II. Well-pleaded factual allegations
Before analyzing the specific elements of the United States' claims, Iqbal instructs the Court to first identify the allegations in the Complaint not entitled to the assumption of truth and then to assume the veracity of the well-pleaded factual allegations. Ashcroft v. Iqbal, 556 U.S. 662, 677-79 (2009). Iqbal, likewise, does not require the Court to state here every well-pleaded factual allegation contained in the Complaint.
After Williams pleaded guilty to six fraud-related crimes, Judge John Ross sentenced Williams to a forty-one-month term of imprisonment followed by a three-year term of supervised release, and ordered her to pay $79,214.55 in criminal restitution. Doc. 1 at ¶¶ 8-10; see also United States v. Williams, Case No. 4:14-cr-00363-JAR-1. Judge Ross entered a Final Order of Forfeiture, directing Williams to pay a forfeiture money judgment in the amount of $79,214.55 to the United States. Id. at ¶ 11. As of September 16, 2020, Williams still owed $60,478.34. Id. at ¶ 12.

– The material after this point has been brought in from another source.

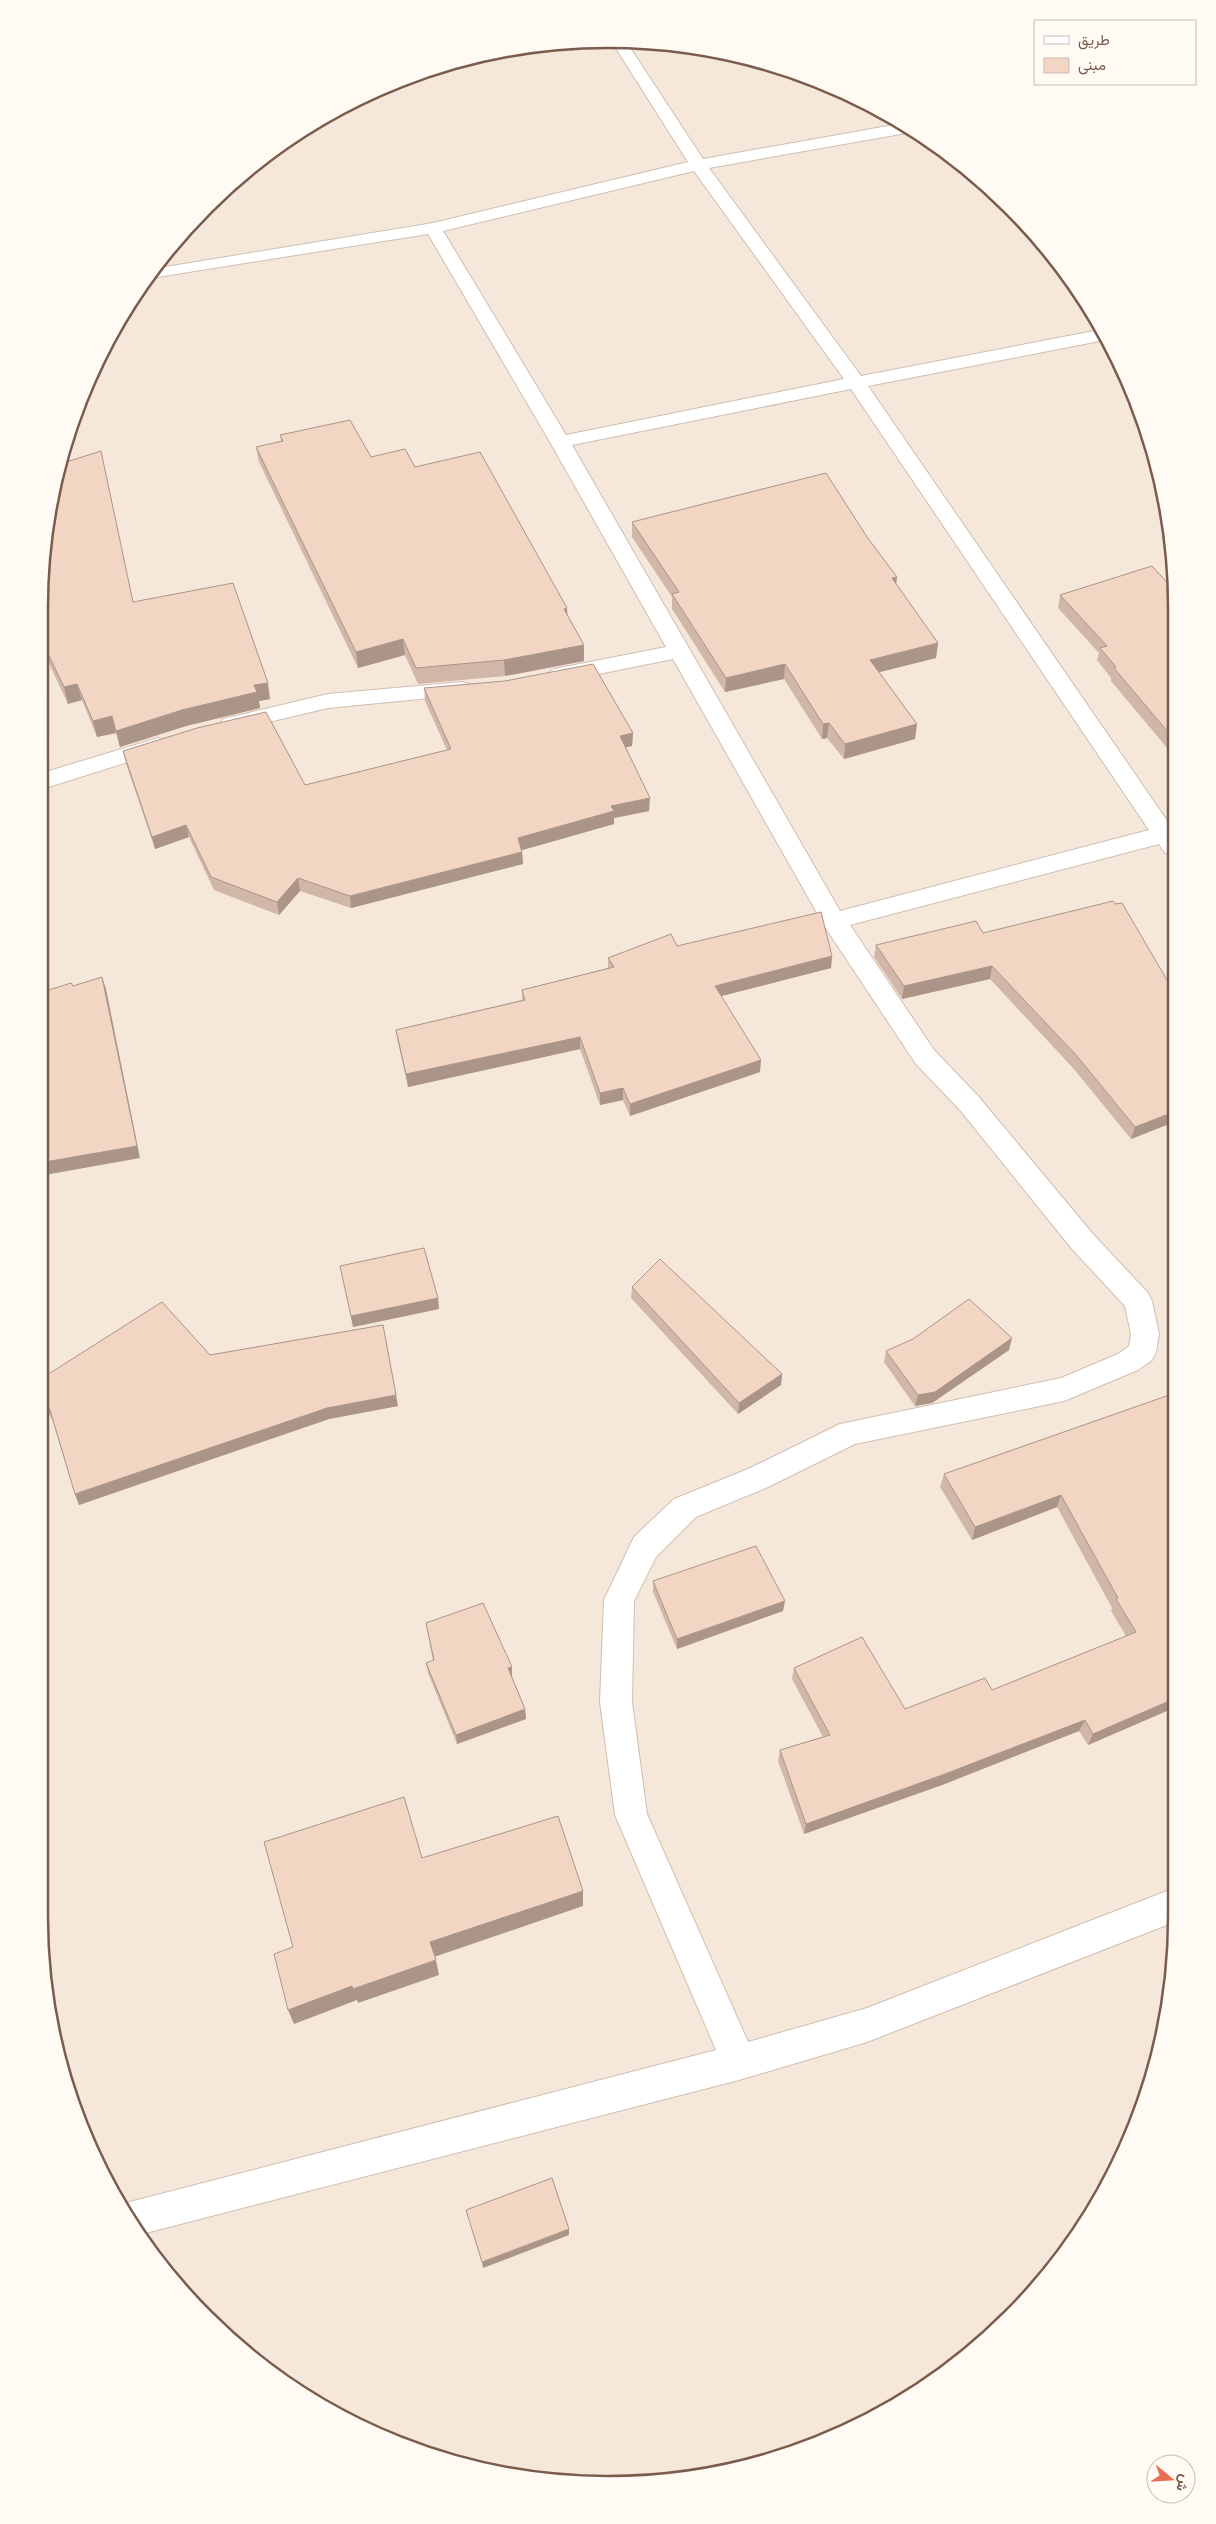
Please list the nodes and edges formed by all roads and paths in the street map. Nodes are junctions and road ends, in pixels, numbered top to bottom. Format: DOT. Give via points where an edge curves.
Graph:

Around the time of her July 1, 2015 conviction, Williams had an ownership interest in property located at 1309 Northvale, Saint Louis, Missouri. Id. at ¶ 14. In 2006, Williams obtained a purchase-money mortgage to finance the purchase of the Northvale property. Id. at ¶ 16. On December 22, 2015, the United States placed a judgment lien on the Northvale property. Id. at ¶ 17. In February 2016, the United States filed an abstract of judgment against the Northvale property. Id. at ¶ 18.
In May 2016, Deutsche Bank National Trust—the alleged trustee for the entity holding the deed of trust for the Northvale property—filed a petition in Missouri state court for judicial foreclosure of the Northvale property. Id. at ¶¶ 19-20. Deutsche Bank alleged that a default occurred because Williams failed to make installment payments due and owing. Id. at ¶ 20. Deutsche Bank named the United States as a defendant in the state court action, and the parties entered into a consent agreement providing that the United States' liens were junior to Deutsche Bank's deed of trust. Id. at ¶ 21-22. In July 2017, the state court issued a judgment permitting Deutsche Bank to foreclose the Northvale property. Id. at ¶ 23. The foreclosure did not occur. Id. at ¶ 24.
In January 2020, Williams contracted with Sherrard to sell the Northvale property for $32,000. Id. at ¶ 25. $29,880.55 was used to pay the first mortgage loan on the Northvale property, while the remainder was used to pay closing costs and other taxes. Id. Upon information and belief, the United States alleges that the Northvale property's actual value at the time of the sale exceeded $100,000. Id. at ¶ 26. Williams knew about the United States' liens at the time of the sale and Sherrard obtained title subject to the liens. Id. at ¶¶ 27, 29. Sherrard knew about the criminal monetary debts Williams owed to the United States at the time of sale. Id. at ¶ 30.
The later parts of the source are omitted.